Superpowers are a staple of fantasy and science fiction. They’re certainly a common feature of the television, movies, novels, and comic books that we see today, but ever since ancient times, tales have been told of people and animals with extraordinary abilities.

From Hercules to Superman to Harry Potter, we’ve been enchanted for millennia by tales of those who can do things that seem impossible. Still, we usually chalk it up as nothing but pure make-believe. These super geckos, however, are all too real!

These geckos may not be able to use their powers to fight crime (or try to take over the world, for that manner), but they certainly are impressive. Just wait until you see them for yourself!
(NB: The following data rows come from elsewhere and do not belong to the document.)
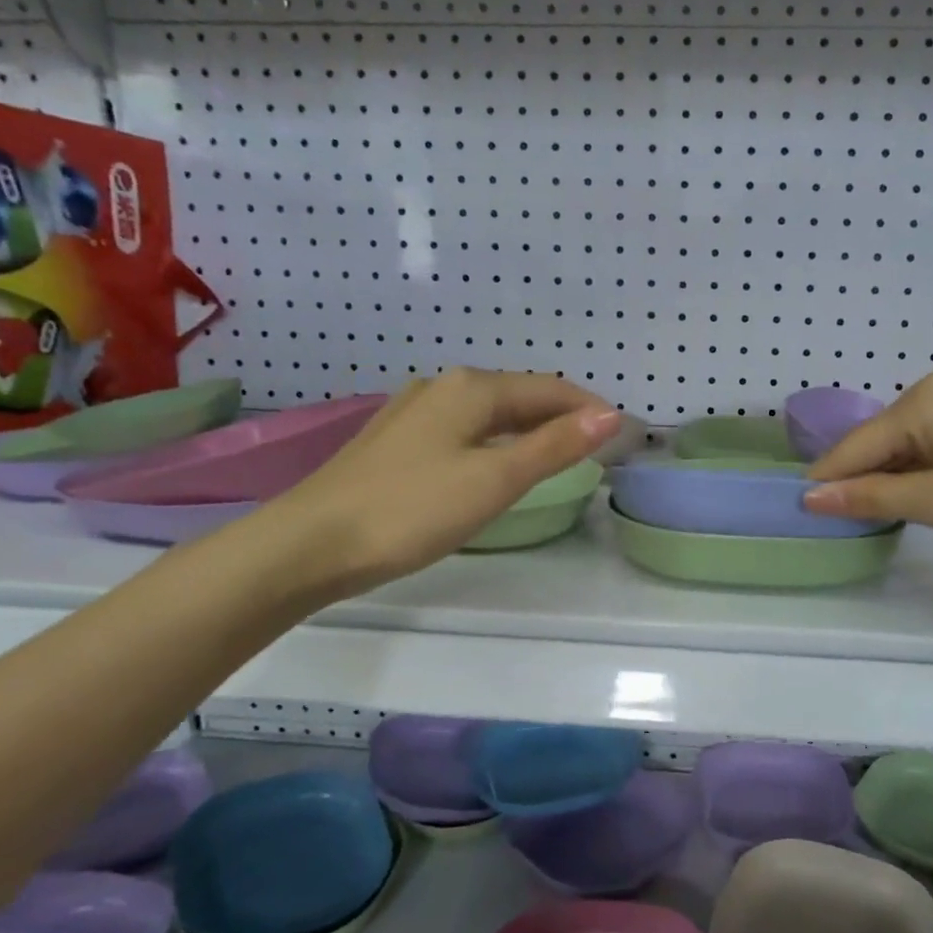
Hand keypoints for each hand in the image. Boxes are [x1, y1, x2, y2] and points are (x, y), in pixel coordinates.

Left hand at [270, 369, 620, 596]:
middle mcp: (443, 388)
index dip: (590, 409)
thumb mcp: (495, 479)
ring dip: (529, 430)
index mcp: (471, 388)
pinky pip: (464, 430)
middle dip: (562, 418)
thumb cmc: (412, 510)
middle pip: (519, 396)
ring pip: (490, 413)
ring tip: (557, 459)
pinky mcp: (396, 441)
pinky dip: (496, 442)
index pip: (550, 388)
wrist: (310, 544)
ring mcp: (414, 412)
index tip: (623, 436)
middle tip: (596, 452)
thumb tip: (611, 415)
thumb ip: (554, 446)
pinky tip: (496, 466)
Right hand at [802, 373, 932, 564]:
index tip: (798, 511)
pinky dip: (919, 472)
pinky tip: (913, 498)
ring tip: (867, 517)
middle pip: (881, 440)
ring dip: (889, 478)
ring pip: (908, 444)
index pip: (858, 444)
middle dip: (858, 479)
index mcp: (925, 399)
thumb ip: (871, 497)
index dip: (828, 480)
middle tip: (833, 522)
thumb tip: (812, 497)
The object below may look like a piece of raw, skinless chicken breast… but would you believe it’s actually a gecko? Known as Geckolepis megalepis (Latin for “very large scales”), it has the uncanny ability to shed its skin at will, then regenerate them two weeks later. It does this as a defense mechanism when threatened.


These geckos have proven to be quite elusive creatures. “I personally have only ever once managed to catch one of these geckos without losing more than a few scales,” said Mark Scherz, Ph.D., a student at Ludwig Maximilian University of Munich who authored a study on the creatures. “I was elated! You can look at any museum with these geckos and you see how seldom the [skin] stays intact. It’s almost ridiculous.”

The gecko, which can be found in Madagascar, shouldn’t be confused with another species in that region called G. maculata.


Scientists were able to determine the difference between the two species by studying three-dimensional images of their skulls.


Sadly, the geckos’ habitat is threatened by manmade fires, free-ranging livestock, and nearby sapphire mining projects. For these reasons, Scherz recommends they be listed as “near-threatened” by the International Union for Conservation of Nature.


These geckos are truly fascinating animals, aren’t they? Hopefully they remain protected as scientists continue to study them. There’s so much more to learn!